Polda Banten mengungkap bahwa mata elang (matel) yang membacok dua anggota Brimob di Kota Serang diduga terlibat dalam kasus penggelapan mobil hasil tarikan dari penunggak. Mereka tidak menyerahkan mobil tersebut kepada pihak leasing, melainkan menggunakannya sebagai kendaraan operasional bahkan menjualnya kembali.
Dua Mobil Fortuner Disita
Direktur Reserse Kriminal Umum Polda Banten Kombes Dian Setyawan menyatakan bahwa polisi telah menyita dua unit mobil Toyota Fortuner yang digunakan sebagai kendaraan operasional para matel. Kedua mobil tersebut ternyata milik perusahaan leasing yang tidak pernah diserahkan oleh para pelaku.
“Diduga hasil penarikan matel tidak diserahkan ke leasing, namun digelapkan dan digunakan sebagai kendaraan operasional dengan pelat nomor palsu,” ujar Dian pada Kamis (4/6/2026).
Koordinasi dengan Leasing
Polda Banten akan berkoordinasi dengan dua perusahaan leasing pemilik Fortuner tersebut. Laporan dari pihak leasing diperlukan untuk menjerat para tersangka dengan pasal penggelapan.
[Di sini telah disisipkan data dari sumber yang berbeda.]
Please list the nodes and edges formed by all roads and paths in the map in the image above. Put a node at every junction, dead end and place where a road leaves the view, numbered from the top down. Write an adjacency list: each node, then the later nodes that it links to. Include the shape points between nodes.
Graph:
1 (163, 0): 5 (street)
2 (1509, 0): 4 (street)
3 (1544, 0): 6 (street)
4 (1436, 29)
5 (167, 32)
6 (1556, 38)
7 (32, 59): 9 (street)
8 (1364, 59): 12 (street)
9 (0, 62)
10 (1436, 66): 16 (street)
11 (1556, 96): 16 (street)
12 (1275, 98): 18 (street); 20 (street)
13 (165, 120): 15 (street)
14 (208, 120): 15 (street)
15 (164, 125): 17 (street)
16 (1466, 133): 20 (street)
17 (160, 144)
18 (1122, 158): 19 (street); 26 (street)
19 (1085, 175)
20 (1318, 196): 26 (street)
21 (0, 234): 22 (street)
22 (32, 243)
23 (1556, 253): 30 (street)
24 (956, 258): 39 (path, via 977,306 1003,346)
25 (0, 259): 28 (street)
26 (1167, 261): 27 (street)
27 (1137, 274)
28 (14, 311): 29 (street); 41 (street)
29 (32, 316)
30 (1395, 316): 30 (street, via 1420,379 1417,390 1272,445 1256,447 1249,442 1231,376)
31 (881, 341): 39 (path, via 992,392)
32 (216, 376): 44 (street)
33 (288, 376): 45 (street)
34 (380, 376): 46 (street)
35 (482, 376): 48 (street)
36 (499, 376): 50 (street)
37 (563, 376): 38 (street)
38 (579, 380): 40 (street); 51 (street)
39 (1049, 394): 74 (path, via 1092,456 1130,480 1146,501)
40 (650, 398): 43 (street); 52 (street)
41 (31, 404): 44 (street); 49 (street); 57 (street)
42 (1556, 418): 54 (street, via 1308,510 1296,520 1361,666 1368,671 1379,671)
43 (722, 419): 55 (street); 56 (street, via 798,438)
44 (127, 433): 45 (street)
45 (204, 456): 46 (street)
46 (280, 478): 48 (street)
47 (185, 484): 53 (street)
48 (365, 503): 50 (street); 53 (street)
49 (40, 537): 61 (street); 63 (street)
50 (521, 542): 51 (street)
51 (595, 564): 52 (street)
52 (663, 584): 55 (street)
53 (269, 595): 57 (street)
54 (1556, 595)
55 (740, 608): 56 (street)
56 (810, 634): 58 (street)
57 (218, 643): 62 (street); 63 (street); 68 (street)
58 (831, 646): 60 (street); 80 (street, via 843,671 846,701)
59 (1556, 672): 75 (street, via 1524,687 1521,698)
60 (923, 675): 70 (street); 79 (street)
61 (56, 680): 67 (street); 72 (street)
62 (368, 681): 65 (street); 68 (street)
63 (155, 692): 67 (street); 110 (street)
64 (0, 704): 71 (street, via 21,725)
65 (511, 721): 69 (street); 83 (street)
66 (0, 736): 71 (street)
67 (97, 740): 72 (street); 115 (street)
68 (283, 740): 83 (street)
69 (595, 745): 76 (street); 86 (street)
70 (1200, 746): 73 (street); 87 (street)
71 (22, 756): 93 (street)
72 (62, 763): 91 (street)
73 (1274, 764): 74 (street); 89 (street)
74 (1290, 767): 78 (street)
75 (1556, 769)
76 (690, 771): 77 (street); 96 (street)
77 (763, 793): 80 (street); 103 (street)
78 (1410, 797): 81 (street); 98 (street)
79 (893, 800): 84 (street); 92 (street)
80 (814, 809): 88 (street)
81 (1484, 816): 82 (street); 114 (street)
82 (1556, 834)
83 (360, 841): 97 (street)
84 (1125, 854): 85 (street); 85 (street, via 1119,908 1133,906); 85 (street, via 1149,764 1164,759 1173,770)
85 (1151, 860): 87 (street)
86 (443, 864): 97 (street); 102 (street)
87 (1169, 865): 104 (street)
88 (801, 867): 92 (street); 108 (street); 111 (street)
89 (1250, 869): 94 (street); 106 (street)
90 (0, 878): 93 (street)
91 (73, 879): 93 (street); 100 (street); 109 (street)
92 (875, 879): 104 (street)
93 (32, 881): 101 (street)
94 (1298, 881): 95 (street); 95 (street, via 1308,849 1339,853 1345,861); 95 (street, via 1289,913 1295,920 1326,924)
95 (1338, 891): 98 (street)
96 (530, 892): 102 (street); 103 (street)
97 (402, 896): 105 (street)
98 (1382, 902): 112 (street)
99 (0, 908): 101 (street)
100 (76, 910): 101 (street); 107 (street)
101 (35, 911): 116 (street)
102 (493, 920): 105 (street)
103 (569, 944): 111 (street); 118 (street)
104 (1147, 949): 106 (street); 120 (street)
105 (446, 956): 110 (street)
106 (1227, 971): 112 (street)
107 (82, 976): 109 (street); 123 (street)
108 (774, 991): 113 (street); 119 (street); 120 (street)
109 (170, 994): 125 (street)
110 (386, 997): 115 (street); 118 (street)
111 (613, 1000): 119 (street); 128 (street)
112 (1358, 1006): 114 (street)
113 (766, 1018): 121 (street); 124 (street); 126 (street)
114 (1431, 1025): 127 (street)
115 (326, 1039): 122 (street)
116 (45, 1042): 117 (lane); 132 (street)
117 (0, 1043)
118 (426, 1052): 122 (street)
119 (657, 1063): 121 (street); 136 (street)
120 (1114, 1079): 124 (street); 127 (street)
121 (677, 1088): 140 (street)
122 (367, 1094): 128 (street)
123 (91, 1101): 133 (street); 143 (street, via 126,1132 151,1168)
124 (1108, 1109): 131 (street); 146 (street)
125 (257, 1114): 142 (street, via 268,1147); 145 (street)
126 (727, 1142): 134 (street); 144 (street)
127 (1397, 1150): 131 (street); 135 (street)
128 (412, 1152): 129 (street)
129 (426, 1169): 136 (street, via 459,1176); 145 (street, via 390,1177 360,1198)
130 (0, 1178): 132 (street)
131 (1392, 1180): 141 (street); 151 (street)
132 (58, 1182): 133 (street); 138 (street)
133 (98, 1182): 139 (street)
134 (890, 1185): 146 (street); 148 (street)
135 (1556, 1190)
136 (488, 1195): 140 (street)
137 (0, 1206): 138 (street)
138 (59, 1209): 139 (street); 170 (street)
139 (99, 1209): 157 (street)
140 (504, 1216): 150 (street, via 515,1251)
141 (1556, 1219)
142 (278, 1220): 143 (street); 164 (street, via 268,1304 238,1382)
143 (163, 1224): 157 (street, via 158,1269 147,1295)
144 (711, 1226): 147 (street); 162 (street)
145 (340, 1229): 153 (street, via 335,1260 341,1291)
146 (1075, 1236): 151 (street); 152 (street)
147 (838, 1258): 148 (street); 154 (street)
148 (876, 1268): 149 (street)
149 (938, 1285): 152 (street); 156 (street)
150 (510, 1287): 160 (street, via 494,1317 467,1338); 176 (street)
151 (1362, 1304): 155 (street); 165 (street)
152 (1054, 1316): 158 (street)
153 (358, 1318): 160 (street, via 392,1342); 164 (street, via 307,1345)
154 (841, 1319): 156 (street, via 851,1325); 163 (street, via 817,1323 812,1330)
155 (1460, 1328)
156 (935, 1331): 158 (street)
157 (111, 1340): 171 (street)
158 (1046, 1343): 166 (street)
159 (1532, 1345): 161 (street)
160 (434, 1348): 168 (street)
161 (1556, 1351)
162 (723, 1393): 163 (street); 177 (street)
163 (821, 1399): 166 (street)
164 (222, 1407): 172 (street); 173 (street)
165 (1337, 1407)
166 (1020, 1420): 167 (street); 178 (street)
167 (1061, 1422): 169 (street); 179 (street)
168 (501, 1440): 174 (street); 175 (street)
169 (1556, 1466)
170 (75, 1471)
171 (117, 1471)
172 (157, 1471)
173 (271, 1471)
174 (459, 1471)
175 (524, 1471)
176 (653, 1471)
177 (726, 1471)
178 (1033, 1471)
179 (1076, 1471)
“Kami akan berkoordinasi dengan leasing, apakah mereka bersedia membuat laporan polisi bahwa barang yang diamankan matel tidak diserahkan kepada leasing,” jelasnya.
Selain itu, para matel juga memperjualbelikan mobil hasil tarikan. Tindakan ini jelas merugikan perusahaan pembiayaan.
“Ada yang diperjualbelikan sendiri oleh para matel,” tambah Dian.
Pemerasan terhadap Korban
Dian juga mengungkapkan bahwa komplotan debt collector asal Tangerang ini tidak hanya mengambil kendaraan yang menunggak, tetapi juga memeras korbannya.
“Mereka meminta sejumlah uang dari pemegang unit. Jika berhasil memberikan uang, kendaraan dilepas. Namun jika tidak, kendaraan diambil oleh matel,” katanya.
Uang tersebut bukan untuk pembayaran utang, melainkan murni untuk keuntungan pribadi para pelaku.
“Bukan bayaran tunggakan. Jadi meminta uang agar korban lepas dari kejaran matel,” tegasnya.
Empat Tersangka Ditangkap
Sebelumnya, Polda Banten menangkap kelompok debt collector yang melakukan pengeroyokan dan pembacokan terhadap anggota Brimob di Serang. Hingga kini, empat orang telah ditangkap, sementara enam lainnya masih dalam pengejaran.
Pengejaran terus dilakukan ke sejumlah lokasi persembunyian. Polisi telah mengantongi identitas seluruh pelaku.